*** Opening Record excerpts ***

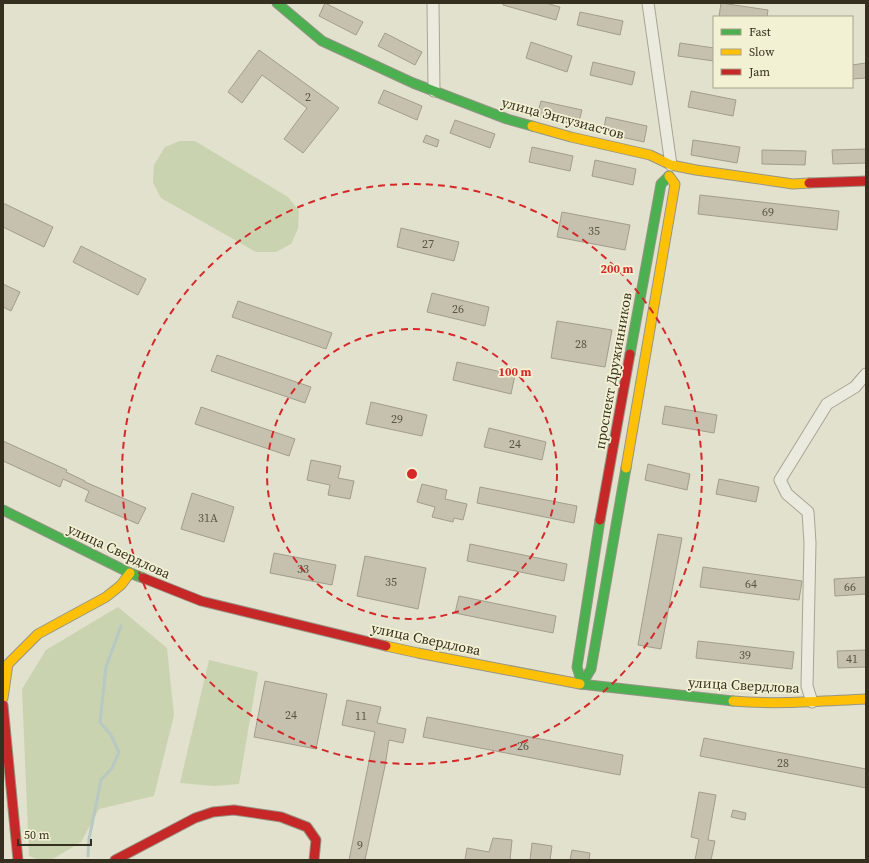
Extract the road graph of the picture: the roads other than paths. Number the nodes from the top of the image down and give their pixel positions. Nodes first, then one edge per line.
1 (277, 3) edge
2 (433, 3) edge
3 (648, 3) edge
4 (434, 91) junction
5 (670, 170) junction
6 (866, 181) edge
7 (866, 374) edge
8 (3, 510) edge
9 (130, 573) junction
10 (582, 684) junction
11 (3, 698) edge
12 (866, 699) edge
13 (812, 702) junction
14 (3, 706) edge
15 (121, 859) edge
16 (18, 860) edge
17 (314, 860) edge

1 - 4 street, улица Энтузиастов
2 - 4 street
3 - 5 street
4 - 5 street, улица Энтузиастов
5 - 6 street, улица Энтузиастов
5 - 10 street
5 - 10 street, проспект Дружинников
7 - 13 street
8 - 9 street, улица Свердлова
9 - 10 street, улица Свердлова
9 - 11 street
10 - 13 street, улица Свердлова
12 - 13 street, улица Свердлова
14 - 16 street
15 - 17 street

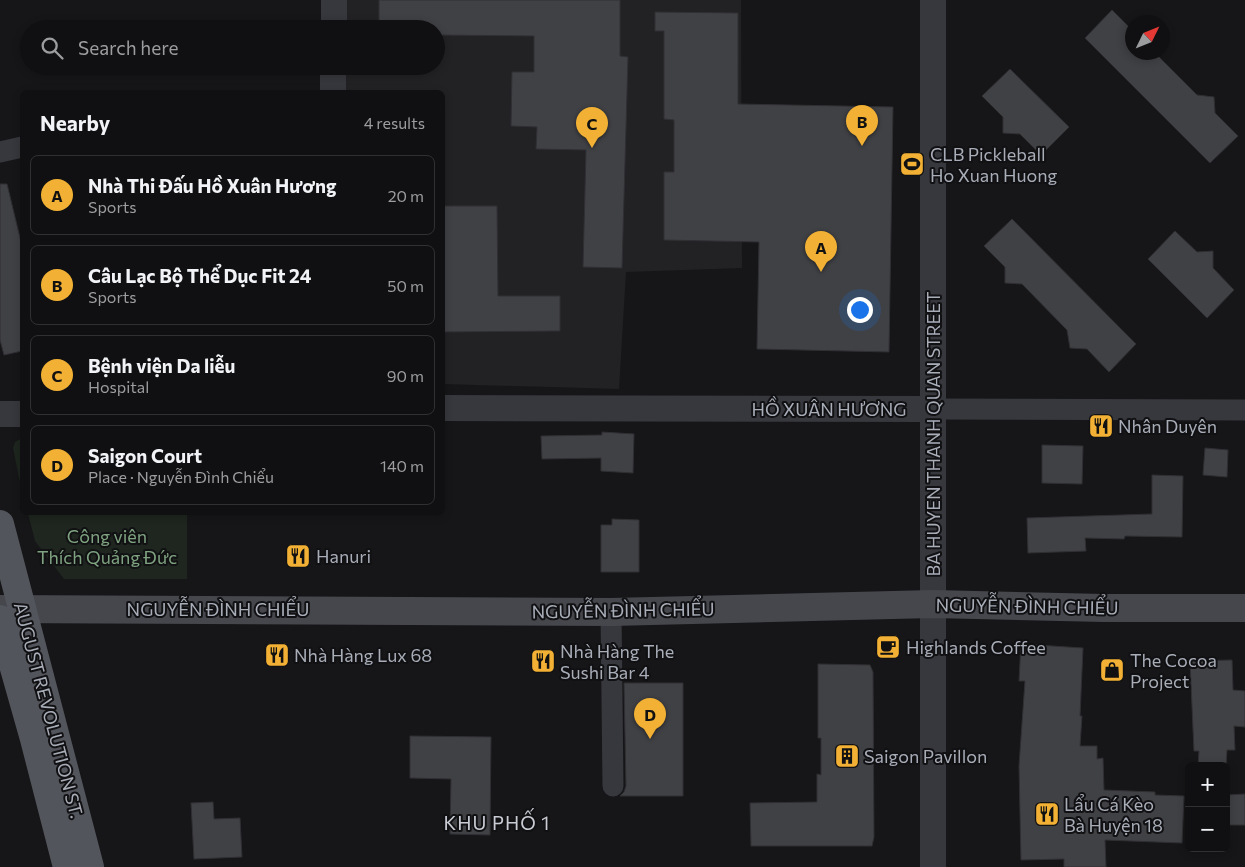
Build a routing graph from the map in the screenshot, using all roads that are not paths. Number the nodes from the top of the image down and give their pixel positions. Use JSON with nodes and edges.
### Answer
{"nodes":[{"id":1,"x":334,"y":0,"type":"edge"},
{"id":2,"x":933,"y":0,"type":"edge"},
{"id":3,"x":334,"y":20,"type":"edge"},
{"id":4,"x":333,"y":75,"type":"edge"},
{"id":5,"x":332,"y":90,"type":"edge"},
{"id":6,"x":20,"y":147,"type":"edge"},
{"id":7,"x":0,"y":152,"type":"edge"},
{"id":8,"x":445,"y":408,"type":"edge"},
{"id":9,"x":933,"y":409,"type":"junction"},
{"id":10,"x":1245,"y":410,"type":"edge"},
{"id":11,"x":0,"y":414,"type":"edge"},
{"id":12,"x":20,"y":414,"type":"edge"},
{"id":13,"x":0,"y":524,"type":"edge"},
{"id":14,"x":933,"y":604,"type":"junction"},
{"id":15,"x":1245,"y":608,"type":"edge"},
{"id":16,"x":7,"y":612,"type":"edge"},
{"id":17,"x":611,"y":612,"type":"junction"},
{"id":18,"x":613,"y":786,"type":"dead end"},
{"id":19,"x":67,"y":867,"type":"edge"},
{"id":20,"x":90,"y":867,"type":"edge"},
{"id":21,"x":933,"y":867,"type":"edge"}],
"edges":[{"from":1,"to":3,"type":"street"},
{"from":2,"to":9,"type":"street","name":"BA HUYEN THANH QUAN STREET"},
{"from":4,"to":5,"type":"street"},
{"from":6,"to":7,"type":"street"},
{"from":8,"to":9,"type":"street","name":"HỒ XUÂN HƯƠNG"},
{"from":9,"to":10,"type":"street","name":"HỒ XUÂN HƯƠNG"},
{"from":9,"to":14,"type":"street","name":"BA HUYEN THANH QUAN STREET"},
{"from":11,"to":12,"type":"street"},
{"from":13,"to":16,"type":"main road","name":"AUGUST REVOLUTION ST."},
{"from":14,"to":15,"type":"main road","name":"NGUYỄN ĐÌNH CHIỂU"},
{"from":14,"to":17,"type":"main road","name":"NGUYỄN ĐÌNH CHIỂU"},
{"from":14,"to":21,"type":"street","name":"BA HUYEN THANH QUAN STREET"},
{"from":16,"to":17,"type":"main road","name":"NGUYỄN ĐÌNH CHIỂU"},
{"from":16,"to":19,"type":"main road","name":"AUGUST REVOLUTION ST."},
{"from":16,"to":20,"type":"main road","name":"AUGUST REVOLUTION ST."},
{"from":17,"to":18,"type":"street"}]}
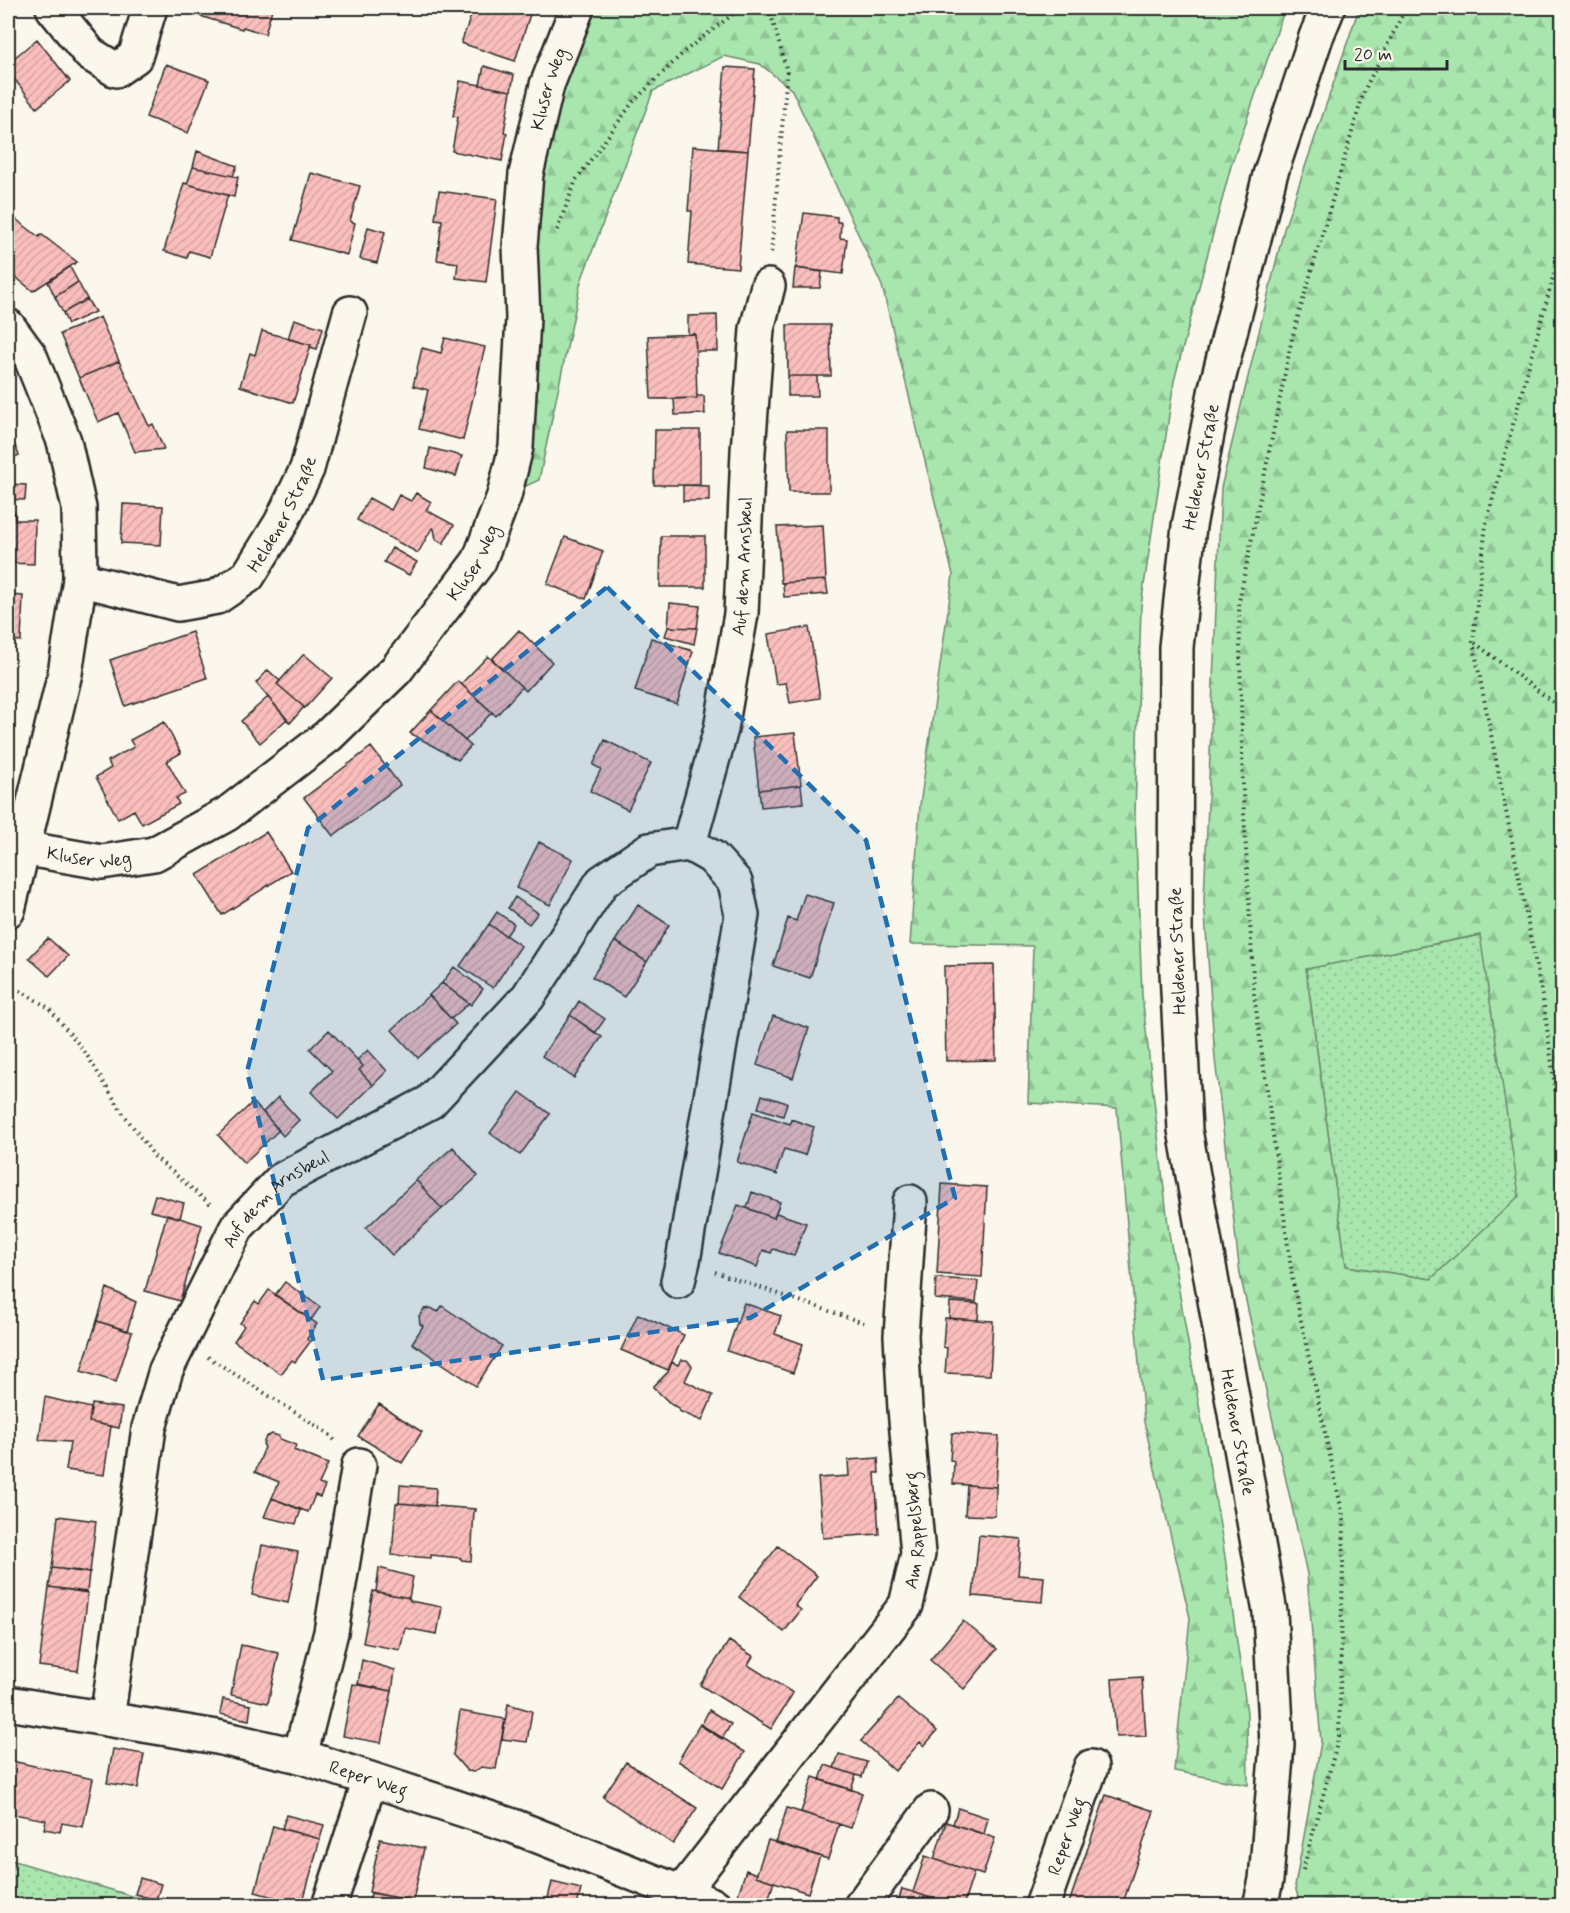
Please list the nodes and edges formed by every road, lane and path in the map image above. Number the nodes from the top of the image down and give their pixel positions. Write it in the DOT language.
graph roads {
  1 [pos="53,8"];
  2 [pos="150,8"];
  3 [pos="577,8"];
  4 [pos="741,8"];
  5 [pos="769,8"];
  6 [pos="1328,8"];
  7 [pos="1406,8"];
  8 [pos="556,233"];
  9 [pos="1563,244"];
  10 [pos="768,285"];
  11 [pos="350,313"];
  12 [pos="8,326"];
  13 [pos="80,579"];
  14 [pos="1473,642"];
  15 [pos="1563,709"];
  16 [pos="689,844"];
  17 [pos="22,848"];
  18 [pos="8,910"];
  19 [pos="8,988"];
  20 [pos="1563,1138"];
  21 [pos="910,1202"];
  22 [pos="237,1227"];
  23 [pos="681,1271"];
  24 [pos="901,1336"];
  25 [pos="180,1339"];
  26 [pos="359,1466"];
  27 [pos="8,1703"];
  28 [pos="107,1719"];
  29 [pos="300,1756"];
  30 [pos="1091,1767"];
  31 [pos="370,1780"];
  32 [pos="931,1810"];
  33 [pos="1302,1872"];
  34 [pos="702,1901"];
  35 [pos="329,1905"];
  36 [pos="861,1905"];
  37 [pos="1042,1905"];
  38 [pos="1260,1905"];
  1 -- 2 [label="street"];
  3 -- 17 [label="street, Kluser Weg"];
  4 -- 8 [label="path"];
  5 -- 10 [label="path"];
  6 -- 38 [label="street, Heldener Straße"];
  7 -- 33 [label="path"];
  9 -- 14 [label="path"];
  10 -- 16 [label="street, Auf dem Arnsbeul"];
  11 -- 13 [label="street, Heldener Straße"];
  12 -- 13 [label="street"];
  13 -- 17 [label="street"];
  14 -- 15 [label="path"];
  14 -- 20 [label="path"];
  16 -- 22 [label="street, Auf dem Arnsbeul"];
  16 -- 23 [label="street"];
  17 -- 18 [label="street"];
  19 -- 22 [label="path"];
  21 -- 24 [label="street, Am Rappelsberg"];
  22 -- 25 [label="street, Auf dem Arnsbeul"];
  23 -- 24 [label="path"];
  24 -- 34 [label="street, Am Rappelsberg"];
  25 -- 26 [label="path"];
  25 -- 28 [label="street, Auf dem Arnsbeul"];
  26 -- 29 [label="street"];
  27 -- 28 [label="street, Reper Weg"];
  28 -- 29 [label="street, Reper Weg"];
  29 -- 31 [label="street, Reper Weg"];
  30 -- 37 [label="street, Reper Weg"];
  31 -- 34 [label="street, Reper Weg"];
  31 -- 35 [label="street"];
  32 -- 36 [label="street"];
}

*** Closing Record excerpts ***

What is needed — Wherever an image appears, omit it, and retype everything else in the entries exactly.

Solution to the problem —
Extract the road graph of the picture: the roads other than paths. Number the nodes from the top of the image down and give their pixel positions. Nodes first, then one edge per line.
1 (277, 3) edge
2 (433, 3) edge
3 (648, 3) edge
4 (434, 91) junction
5 (670, 170) junction
6 (866, 181) edge
7 (866, 374) edge
8 (3, 510) edge
9 (130, 573) junction
10 (582, 684) junction
11 (3, 698) edge
12 (866, 699) edge
13 (812, 702) junction
14 (3, 706) edge
15 (121, 859) edge
16 (18, 860) edge
17 (314, 860) edge

1 - 4 street, улица Энтузиастов
2 - 4 street
3 - 5 street
4 - 5 street, улица Энтузиастов
5 - 6 street, улица Энтузиастов
5 - 10 street
5 - 10 street, проспект Дружинников
7 - 13 street
8 - 9 street, улица Свердлова
9 - 10 street, улица Свердлова
9 - 11 street
10 - 13 street, улица Свердлова
12 - 13 street, улица Свердлова
14 - 16 street
15 - 17 street

Build a routing graph from the map in the screenshot, using all roads that are not paths. Number the nodes from the top of the image down and give their pixel positions. Use JSON with nodes and edges.
### Answer
{"nodes":[{"id":1,"x":334,"y":0,"type":"edge"},
{"id":2,"x":933,"y":0,"type":"edge"},
{"id":3,"x":334,"y":20,"type":"edge"},
{"id":4,"x":333,"y":75,"type":"edge"},
{"id":5,"x":332,"y":90,"type":"edge"},
{"id":6,"x":20,"y":147,"type":"edge"},
{"id":7,"x":0,"y":152,"type":"edge"},
{"id":8,"x":445,"y":408,"type":"edge"},
{"id":9,"x":933,"y":409,"type":"junction"},
{"id":10,"x":1245,"y":410,"type":"edge"},
{"id":11,"x":0,"y":414,"type":"edge"},
{"id":12,"x":20,"y":414,"type":"edge"},
{"id":13,"x":0,"y":524,"type":"edge"},
{"id":14,"x":933,"y":604,"type":"junction"},
{"id":15,"x":1245,"y":608,"type":"edge"},
{"id":16,"x":7,"y":612,"type":"edge"},
{"id":17,"x":611,"y":612,"type":"junction"},
{"id":18,"x":613,"y":786,"type":"dead end"},
{"id":19,"x":67,"y":867,"type":"edge"},
{"id":20,"x":90,"y":867,"type":"edge"},
{"id":21,"x":933,"y":867,"type":"edge"}],
"edges":[{"from":1,"to":3,"type":"street"},
{"from":2,"to":9,"type":"street","name":"BA HUYEN THANH QUAN STREET"},
{"from":4,"to":5,"type":"street"},
{"from":6,"to":7,"type":"street"},
{"from":8,"to":9,"type":"street","name":"HỒ XUÂN HƯƠNG"},
{"from":9,"to":10,"type":"street","name":"HỒ XUÂN HƯƠNG"},
{"from":9,"to":14,"type":"street","name":"BA HUYEN THANH QUAN STREET"},
{"from":11,"to":12,"type":"street"},
{"from":13,"to":16,"type":"main road","name":"AUGUST REVOLUTION ST."},
{"from":14,"to":15,"type":"main road","name":"NGUYỄN ĐÌNH CHIỂU"},
{"from":14,"to":17,"type":"main road","name":"NGUYỄN ĐÌNH CHIỂU"},
{"from":14,"to":21,"type":"street","name":"BA HUYEN THANH QUAN STREET"},
{"from":16,"to":17,"type":"main road","name":"NGUYỄN ĐÌNH CHIỂU"},
{"from":16,"to":19,"type":"main road","name":"AUGUST REVOLUTION ST."},
{"from":16,"to":20,"type":"main road","name":"AUGUST REVOLUTION ST."},
{"from":17,"to":18,"type":"street"}]}
Please list the nodes and edges formed by every road, lane and path in the map image above. Number the nodes from the top of the image down and give their pixel positions. Write it in the DOT language.
graph roads {
  1 [pos="53,8"];
  2 [pos="150,8"];
  3 [pos="577,8"];
  4 [pos="741,8"];
  5 [pos="769,8"];
  6 [pos="1328,8"];
  7 [pos="1406,8"];
  8 [pos="556,233"];
  9 [pos="1563,244"];
  10 [pos="768,285"];
  11 [pos="350,313"];
  12 [pos="8,326"];
  13 [pos="80,579"];
  14 [pos="1473,642"];
  15 [pos="1563,709"];
  16 [pos="689,844"];
  17 [pos="22,848"];
  18 [pos="8,910"];
  19 [pos="8,988"];
  20 [pos="1563,1138"];
  21 [pos="910,1202"];
  22 [pos="237,1227"];
  23 [pos="681,1271"];
  24 [pos="901,1336"];
  25 [pos="180,1339"];
  26 [pos="359,1466"];
  27 [pos="8,1703"];
  28 [pos="107,1719"];
  29 [pos="300,1756"];
  30 [pos="1091,1767"];
  31 [pos="370,1780"];
  32 [pos="931,1810"];
  33 [pos="1302,1872"];
  34 [pos="702,1901"];
  35 [pos="329,1905"];
  36 [pos="861,1905"];
  37 [pos="1042,1905"];
  38 [pos="1260,1905"];
  1 -- 2 [label="street"];
  3 -- 17 [label="street, Kluser Weg"];
  4 -- 8 [label="path"];
  5 -- 10 [label="path"];
  6 -- 38 [label="street, Heldener Straße"];
  7 -- 33 [label="path"];
  9 -- 14 [label="path"];
  10 -- 16 [label="street, Auf dem Arnsbeul"];
  11 -- 13 [label="street, Heldener Straße"];
  12 -- 13 [label="street"];
  13 -- 17 [label="street"];
  14 -- 15 [label="path"];
  14 -- 20 [label="path"];
  16 -- 22 [label="street, Auf dem Arnsbeul"];
  16 -- 23 [label="street"];
  17 -- 18 [label="street"];
  19 -- 22 [label="path"];
  21 -- 24 [label="street, Am Rappelsberg"];
  22 -- 25 [label="street, Auf dem Arnsbeul"];
  23 -- 24 [label="path"];
  24 -- 34 [label="street, Am Rappelsberg"];
  25 -- 26 [label="path"];
  25 -- 28 [label="street, Auf dem Arnsbeul"];
  26 -- 29 [label="street"];
  27 -- 28 [label="street, Reper Weg"];
  28 -- 29 [label="street, Reper Weg"];
  29 -- 31 [label="street, Reper Weg"];
  30 -- 37 [label="street, Reper Weg"];
  31 -- 34 [label="street, Reper Weg"];
  31 -- 35 [label="street"];
  32 -- 36 [label="street"];
}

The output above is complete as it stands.